The problem.
Locate each line with the string "Answer" in the listing below and copy it.

Data supplied.
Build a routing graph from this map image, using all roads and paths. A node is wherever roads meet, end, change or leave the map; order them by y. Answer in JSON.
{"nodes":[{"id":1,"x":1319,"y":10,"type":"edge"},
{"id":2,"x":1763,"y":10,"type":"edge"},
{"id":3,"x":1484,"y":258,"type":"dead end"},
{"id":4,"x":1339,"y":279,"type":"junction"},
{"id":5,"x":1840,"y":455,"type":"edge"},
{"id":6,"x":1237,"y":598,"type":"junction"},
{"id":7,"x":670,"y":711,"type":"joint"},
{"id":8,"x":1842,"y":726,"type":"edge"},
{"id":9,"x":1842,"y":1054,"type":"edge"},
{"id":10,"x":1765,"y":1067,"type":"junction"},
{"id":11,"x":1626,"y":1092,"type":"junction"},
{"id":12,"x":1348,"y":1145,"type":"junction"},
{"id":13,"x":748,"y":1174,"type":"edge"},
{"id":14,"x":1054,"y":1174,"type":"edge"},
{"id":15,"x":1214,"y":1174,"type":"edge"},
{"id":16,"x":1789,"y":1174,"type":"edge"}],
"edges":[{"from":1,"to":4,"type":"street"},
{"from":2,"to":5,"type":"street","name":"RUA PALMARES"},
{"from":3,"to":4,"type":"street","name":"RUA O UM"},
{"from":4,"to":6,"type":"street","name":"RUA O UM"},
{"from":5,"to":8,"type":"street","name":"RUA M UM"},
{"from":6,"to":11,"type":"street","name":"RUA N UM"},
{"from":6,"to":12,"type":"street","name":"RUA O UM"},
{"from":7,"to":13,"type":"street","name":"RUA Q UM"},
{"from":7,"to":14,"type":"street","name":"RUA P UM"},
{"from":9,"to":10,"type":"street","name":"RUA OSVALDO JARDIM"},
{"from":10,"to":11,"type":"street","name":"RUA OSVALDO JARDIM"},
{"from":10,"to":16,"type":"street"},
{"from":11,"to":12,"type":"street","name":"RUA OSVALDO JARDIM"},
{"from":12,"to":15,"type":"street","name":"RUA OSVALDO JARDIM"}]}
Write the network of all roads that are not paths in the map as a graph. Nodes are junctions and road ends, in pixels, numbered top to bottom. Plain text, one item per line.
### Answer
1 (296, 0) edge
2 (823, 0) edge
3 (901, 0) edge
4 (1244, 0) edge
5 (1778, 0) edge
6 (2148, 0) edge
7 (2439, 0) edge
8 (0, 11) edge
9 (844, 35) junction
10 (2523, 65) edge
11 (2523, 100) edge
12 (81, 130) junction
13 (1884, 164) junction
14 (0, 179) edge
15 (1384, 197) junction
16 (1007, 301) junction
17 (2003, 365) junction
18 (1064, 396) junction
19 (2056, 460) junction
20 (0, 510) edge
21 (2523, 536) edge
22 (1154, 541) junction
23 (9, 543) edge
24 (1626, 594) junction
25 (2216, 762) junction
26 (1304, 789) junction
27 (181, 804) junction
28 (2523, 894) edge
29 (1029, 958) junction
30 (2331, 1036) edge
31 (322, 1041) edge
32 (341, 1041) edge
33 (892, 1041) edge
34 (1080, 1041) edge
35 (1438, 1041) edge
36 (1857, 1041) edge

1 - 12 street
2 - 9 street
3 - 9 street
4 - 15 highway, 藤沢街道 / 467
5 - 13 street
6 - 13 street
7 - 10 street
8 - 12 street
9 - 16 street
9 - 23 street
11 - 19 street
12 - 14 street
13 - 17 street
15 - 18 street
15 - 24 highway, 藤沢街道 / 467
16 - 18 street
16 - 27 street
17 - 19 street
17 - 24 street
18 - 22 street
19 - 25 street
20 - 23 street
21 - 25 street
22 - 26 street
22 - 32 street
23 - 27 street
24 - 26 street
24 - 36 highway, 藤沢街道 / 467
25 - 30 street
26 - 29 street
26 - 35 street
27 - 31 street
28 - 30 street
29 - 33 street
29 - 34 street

Response area.
Build a routing graph from this map image, using all roads and paths. A node is wherever roads meet, end, change or leave the map; order them by y. Answer in JSON.
### Answer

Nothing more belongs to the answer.